6. Il résulte de la combinaison de ces dispositions que le caractère suffisant du niveau de ressources du demandeur et de son conjoint est apprécié sur la période de douze mois précédant le dépôt de la demande de regroupement familial, par référence à la moyenne mensuelle du salaire minimum de croissance au cours de cette même période. Toutefois, lorsque ce seuil n’est pas atteint au cours de la période considérée, il est toujours possible, pour le préfet, de prendre une décision favorable en tenant compte de l’évolution des ressources du demandeur, y compris après le dépôt de la demande. Dans ce dernier cas, la période de référence de douze mois est celle précédant la date de la décision par laquelle le préfet statue sur la demande de regroupement familial.
7. En l’état de l’instruction, le moyen tiré de l’erreur d’appréciation dans l’application des dispositions de l’article L. 434-7 du code de l’entrée et du séjour des étrangers et du droit d’asile est propre à créer un doute sérieux quant à la légalité de la décision contestée.
8. Les deux conditions fixées par les dispositions de l’article L. 521-1 du code de justice administrative étant remplies, il y a lieu de suspendre l’exécution de la décision du 24 octobre 2025 par laquelle la préfète de l’Essonne a rejeté la demande de regroupement familial présentée par M. B… au bénéfice de son épouse.
Sur les conclusions aux fins d’injonction et d’astreinte :
9. La présente décision implique qu’il soit procédé au réexamen de la demande de M. B…. Il y a donc lieu d’enjoindre à la préfète de l’Essonne de procéder à ce réexamen dans un délai de deux mois à compter de la notification de la présente ordonnance.
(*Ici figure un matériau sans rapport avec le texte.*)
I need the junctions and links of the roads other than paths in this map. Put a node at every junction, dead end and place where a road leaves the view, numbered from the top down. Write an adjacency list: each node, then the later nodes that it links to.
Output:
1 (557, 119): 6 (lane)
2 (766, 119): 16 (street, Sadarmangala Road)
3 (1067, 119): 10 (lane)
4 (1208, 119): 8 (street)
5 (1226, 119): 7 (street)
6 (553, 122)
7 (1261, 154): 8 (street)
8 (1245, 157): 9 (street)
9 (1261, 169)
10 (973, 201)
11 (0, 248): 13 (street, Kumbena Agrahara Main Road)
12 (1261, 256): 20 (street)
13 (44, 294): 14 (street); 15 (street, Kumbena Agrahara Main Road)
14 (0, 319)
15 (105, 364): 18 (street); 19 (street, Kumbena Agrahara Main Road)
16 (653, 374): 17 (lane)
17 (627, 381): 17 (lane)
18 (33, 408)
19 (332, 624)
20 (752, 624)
Il n’y a pas lieu, dans les circonstances de l’espèce, d’assortir cette injonction d’une astreinte.
Sur les frais de l’instance :
10. Il y a lieu, dans les circonstances de l’espèce, de faire application de l’article L. 761-1 du code de justice administrative et de mettre à la charge de l’Etat la somme de 800 euros au titre des frais exposés par M. B… et non compris dans les dépens.
O R D O N N E :
Article 1er : L’exécution de la décision du 24 octobre 2025 par laquelle la préfète de l’Essonne a rejeté la demande de regroupement familial présentée par M. B… au bénéfice de son épouse est suspendue jusqu’à ce qu’il soit statué au fond sur sa légalité.
Article 2 : Il est enjoint à la préfète de l’Essonne de procéder au réexamen de la demande de regroupement familial présentée par M. B… dans un délai de deux mois à compter de la notification de la présente ordonnance.
Article 3 : L’Etat versera la somme de 800 euros à M. B… au titre des dispositions de l’article L. 761-1 du code de justice administrative.
Article 4 : Le surplus des conclusions de la requête est rejeté.
Article 5 : La présente ordonnance sera notifiée à M. A… B…, à la préfète de l’Essonne et au ministre de l’intérieur.
Fait à Versailles, le 19 décembre 2025.
La juge des référés,
Ch. Degorce
La République mande et ordonne au ministre de l’intérieur en ce qui le concerne ou à tous commissaires de justice à ce requis en ce qui concerne les voies de droit commun contre les parties privées, de pourvoir à l’exécution de la présente ordonnance.